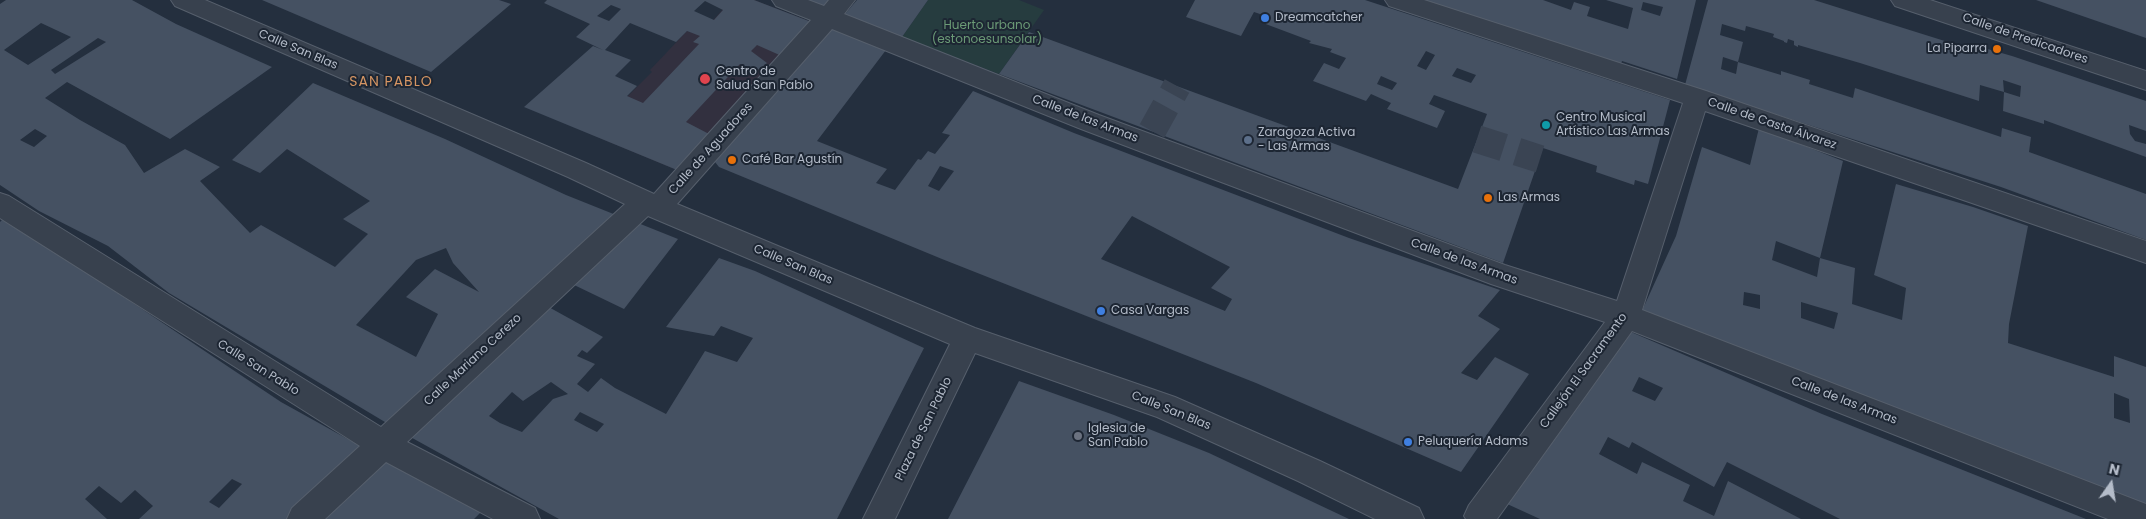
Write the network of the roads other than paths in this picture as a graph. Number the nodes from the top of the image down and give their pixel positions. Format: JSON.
{"nodes":[{"id":1,"x":183,"y":0,"type":"edge"},
{"id":2,"x":784,"y":0,"type":"edge"},
{"id":3,"x":1397,"y":0,"type":"edge"},
{"id":4,"x":1903,"y":0,"type":"edge"},
{"id":5,"x":835,"y":9,"type":"edge"},
{"id":6,"x":2146,"y":81,"type":"edge"},
{"id":7,"x":1696,"y":98,"type":"junction"},
{"id":8,"x":0,"y":204,"type":"edge"},
{"id":9,"x":652,"y":205,"type":"junction"},
{"id":10,"x":2146,"y":252,"type":"edge"},
{"id":11,"x":1626,"y":316,"type":"junction"},
{"id":12,"x":968,"y":338,"type":"junction"},
{"id":13,"x":382,"y":444,"type":"junction"},
{"id":14,"x":1480,"y":516,"type":"dead end"},
{"id":15,"x":303,"y":519,"type":"edge"},
{"id":16,"x":524,"y":519,"type":"edge"},
{"id":17,"x":879,"y":519,"type":"edge"},
{"id":18,"x":1408,"y":519,"type":"edge"},
{"id":19,"x":2146,"y":519,"type":"edge"}],
"edges":[{"from":1,"to":9,"type":"street","name":"Calle San Blas"},
{"from":2,"to":5,"type":"street","name":"Calle de las Armas"},
{"from":3,"to":7,"type":"street","name":"Calle de Casta Álvarez"},
{"from":4,"to":6,"type":"street","name":"Calle de Predicadores"},
{"from":5,"to":9,"type":"street","name":"Calle de Aguadores"},
{"from":5,"to":11,"type":"street","name":"Calle de las Armas"},
{"from":7,"to":10,"type":"street","name":"Calle de Casta Álvarez"},
{"from":7,"to":11,"type":"street","name":"Callejón El Sacramento"},
{"from":8,"to":13,"type":"street","name":"Calle San Pablo"},
{"from":9,"to":12,"type":"street","name":"Calle San Blas"},
{"from":9,"to":13,"type":"street","name":"Calle Mariano Cerezo"},
{"from":11,"to":14,"type":"street","name":"Callejón El Sacramento"},
{"from":11,"to":19,"type":"street","name":"Calle de las Armas"},
{"from":12,"to":17,"type":"street","name":"Plaza de San Pablo"},
{"from":12,"to":18,"type":"street","name":"Calle San Blas"},
{"from":13,"to":15,"type":"street","name":"Calle Mariano Cerezo"},
{"from":13,"to":16,"type":"street","name":"Calle San Pablo"}]}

━━━━

__About this task__
Copy every record exactly as it appears, apart from any pictures.

__Answer area__
Write the network of the roads other than paths in this picture as a graph. Number the nodes from the top of the image down and give their pixel positions. Format: JSON.
{"nodes":[{"id":1,"x":183,"y":0,"type":"edge"},
{"id":2,"x":784,"y":0,"type":"edge"},
{"id":3,"x":1397,"y":0,"type":"edge"},
{"id":4,"x":1903,"y":0,"type":"edge"},
{"id":5,"x":835,"y":9,"type":"edge"},
{"id":6,"x":2146,"y":81,"type":"edge"},
{"id":7,"x":1696,"y":98,"type":"junction"},
{"id":8,"x":0,"y":204,"type":"edge"},
{"id":9,"x":652,"y":205,"type":"junction"},
{"id":10,"x":2146,"y":252,"type":"edge"},
{"id":11,"x":1626,"y":316,"type":"junction"},
{"id":12,"x":968,"y":338,"type":"junction"},
{"id":13,"x":382,"y":444,"type":"junction"},
{"id":14,"x":1480,"y":516,"type":"dead end"},
{"id":15,"x":303,"y":519,"type":"edge"},
{"id":16,"x":524,"y":519,"type":"edge"},
{"id":17,"x":879,"y":519,"type":"edge"},
{"id":18,"x":1408,"y":519,"type":"edge"},
{"id":19,"x":2146,"y":519,"type":"edge"}],
"edges":[{"from":1,"to":9,"type":"street","name":"Calle San Blas"},
{"from":2,"to":5,"type":"street","name":"Calle de las Armas"},
{"from":3,"to":7,"type":"street","name":"Calle de Casta Álvarez"},
{"from":4,"to":6,"type":"street","name":"Calle de Predicadores"},
{"from":5,"to":9,"type":"street","name":"Calle de Aguadores"},
{"from":5,"to":11,"type":"street","name":"Calle de las Armas"},
{"from":7,"to":10,"type":"street","name":"Calle de Casta Álvarez"},
{"from":7,"to":11,"type":"street","name":"Callejón El Sacramento"},
{"from":8,"to":13,"type":"street","name":"Calle San Pablo"},
{"from":9,"to":12,"type":"street","name":"Calle San Blas"},
{"from":9,"to":13,"type":"street","name":"Calle Mariano Cerezo"},
{"from":11,"to":14,"type":"street","name":"Callejón El Sacramento"},
{"from":11,"to":19,"type":"street","name":"Calle de las Armas"},
{"from":12,"to":17,"type":"street","name":"Plaza de San Pablo"},
{"from":12,"to":18,"type":"street","name":"Calle San Blas"},
{"from":13,"to":15,"type":"street","name":"Calle Mariano Cerezo"},
{"from":13,"to":16,"type":"street","name":"Calle San Pablo"}]}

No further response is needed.